Was Debbie Harry almost kidnapped by Ted Bundy?
People keep talking about how “New York City ain’t what it used to be” like that’s a bad thing.
Now, to be clear, I know I’m being hyperbolic here. The New York City people fondly reminisce about pre 9/11 is one when people could afford to live in. Where the majority of its natives weren’t being gouged out of their own homes by gentrifiers and landlords seeking to make a quick buck by uprooting people who’ve spent their whole lives in the five boroughs. That’s what they’re referring to when they talk about “Old New York” with a dewy-eyed nostalgia.
The problem is that all that dew in your eyes prevents you from seeing clearly. Yes, New York City was more down-to-earth back in the day. It had more soul, more real people, rather than privileged yuppies ruining everything. However, it is also worth bearing in mind that for years, New York City was rough as fuck. The people who look back on those dirty streets and scummy back alleys with rose-tinted glasses probably weren’t the people who had to walk through them with a set of keys clenched between their fingers.
It’s true, the Big Apple was a very dangerous place, and there’s a host of examples proving this. Among the most chilling is one that Blondie frontwoman Debbie Harry talked about in her memoirs, Face It, where she claims to have narrowly escaped from one of the most notorious serial killers in American history on the streets of the Lower East Side of Manhattan.

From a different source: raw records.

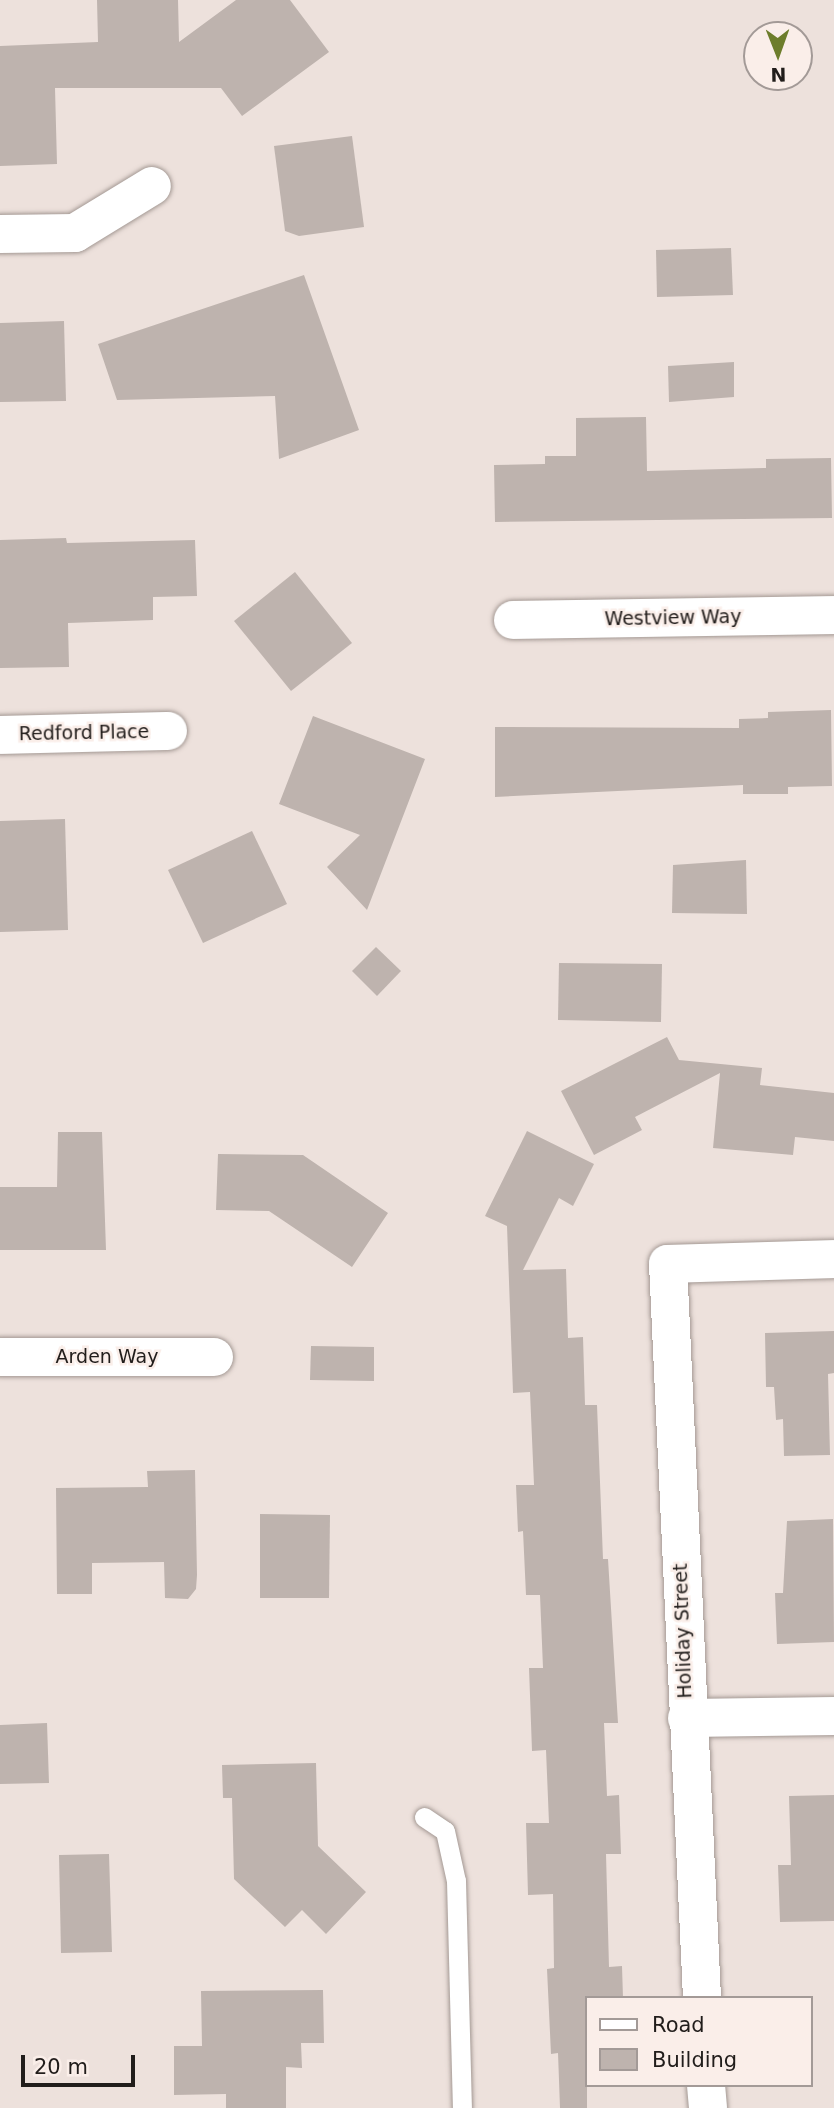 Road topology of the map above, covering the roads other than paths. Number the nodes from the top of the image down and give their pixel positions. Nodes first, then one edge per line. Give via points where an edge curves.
1 (152, 186) dead end
2 (0, 234) edge
3 (834, 615) edge
4 (513, 620) dead end
5 (168, 732) dead end
6 (0, 736) edge
7 (834, 1259) edge
8 (0, 1357) edge
9 (214, 1357) dead end
10 (834, 1716) edge
11 (687, 1718) junction
12 (424, 1817) dead end
13 (702, 1996) edge
14 (706, 2087) edge
15 (462, 2108) edge
16 (708, 2108) edge

1 - 2 street via 75,233
3 - 4 street, Westview Way
5 - 6 street, Redford Place
7 - 11 street, Holiday Street via 668,1264
8 - 9 street, Arden Way
10 - 11 street
11 - 13 street, Holiday Street
12 - 15 lane via 445,1831 456,1881
14 - 16 street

Did Debbie Harry escape from Ted Bundy?
Late one summer night in the early 1970s, Debbie Harry was making her way to a club across town and trying to hail a cab. A man in a white car spotted her and offered her a lift. Sensible girl that she was, Harry refused. However, it was the early hours of the morning and there were no cabs around. Feeling like she had no other choice, Harry hopped in and almost immediately realised her mistake. The inside of the car was rancid and boiling hot.
She turned to roll down the window and realised that the door on the passenger’s side of the car had been stripped completely bare. There was no window crank and, terrifyingly, no door handle. In an interview with The Telegraph, she detailed what she did next, saying, “The hairs on the back of my neck just stood up. I wiggled my arm out of the window and pulled the door handle from the outside. I don’t know how I did it, but I got out. He tried to stop me by spinning the car but it sort of helped me fling myself out.”
When Bundy was executed over a decade later, Harry saw his photo in the papers. She swore blind that it was the man she had escaped from that fateful night in New York City.
She swore this despite the fact that there’s actually reason to believe it wasn’t Bundy. There’s no evidence that he ever operated in New York. He did drive a white car, but never altered the insides. His method of ensnaring victims was very different, and the first credited Bundy murder wasn’t until 1974, while Harry’s story happened years before then.
Was Harry’s attacker actually Ted Bundy? Possibly, but the true terror of this story is the fact that a maniac trying to abduct Debbie Harry in the early 1970s doesn’t really narrow the list of possible perpetrators down all that much. The man responsible for it doesn’t have to be someone we know the name of today. It could have been anyone on the streets of New York City.